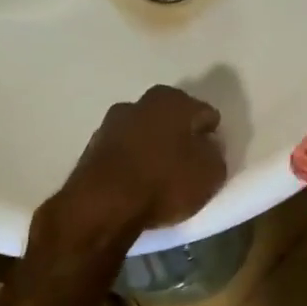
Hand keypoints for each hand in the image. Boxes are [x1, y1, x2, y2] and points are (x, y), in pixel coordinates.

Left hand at [39, 85, 226, 250]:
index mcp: (174, 100)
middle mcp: (141, 102)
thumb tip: (206, 147)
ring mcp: (112, 123)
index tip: (211, 158)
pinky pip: (124, 152)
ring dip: (153, 148)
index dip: (211, 136)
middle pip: (171, 119)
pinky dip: (132, 162)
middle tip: (188, 166)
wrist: (102, 205)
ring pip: (144, 133)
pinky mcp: (92, 147)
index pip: (204, 114)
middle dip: (180, 137)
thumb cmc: (164, 182)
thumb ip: (214, 154)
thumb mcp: (210, 174)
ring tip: (160, 178)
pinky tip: (136, 183)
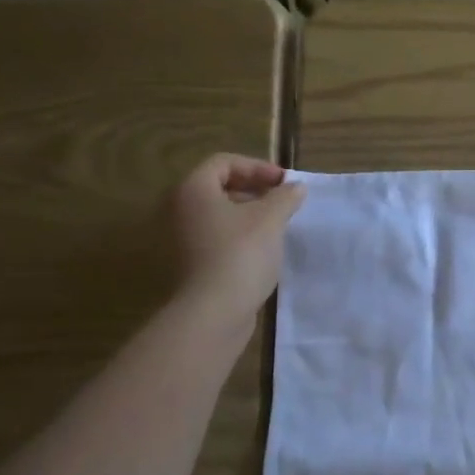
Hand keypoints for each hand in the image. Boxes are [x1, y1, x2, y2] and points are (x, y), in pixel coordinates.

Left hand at [168, 155, 305, 325]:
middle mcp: (179, 209)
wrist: (213, 312)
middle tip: (283, 201)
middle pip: (218, 186)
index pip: (224, 162)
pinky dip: (239, 235)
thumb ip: (285, 197)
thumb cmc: (241, 254)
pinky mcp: (189, 262)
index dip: (257, 167)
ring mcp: (180, 238)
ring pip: (218, 214)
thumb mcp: (271, 218)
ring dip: (249, 213)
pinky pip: (216, 236)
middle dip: (254, 189)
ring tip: (277, 225)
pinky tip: (262, 249)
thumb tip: (295, 187)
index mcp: (193, 190)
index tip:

**What needs to be done**. Above are the records. Copy the lines beginning at the one that has "middle mcp: (141, 102)" and ending with the one that has "middle dip: (180, 137)", unchanged.

**Completed exercise**.
middle mcp: (141, 102)
thumb tip: (206, 147)
ring mcp: (112, 123)
index tip: (211, 158)
pinky pip: (124, 152)
ring dip: (153, 148)
index dip: (211, 136)
middle pip: (171, 119)
pinky dip: (132, 162)
middle tip: (188, 166)
wrist: (102, 205)
ring pip: (144, 133)
pinky mcp: (92, 147)
index pip: (204, 114)
middle dip: (180, 137)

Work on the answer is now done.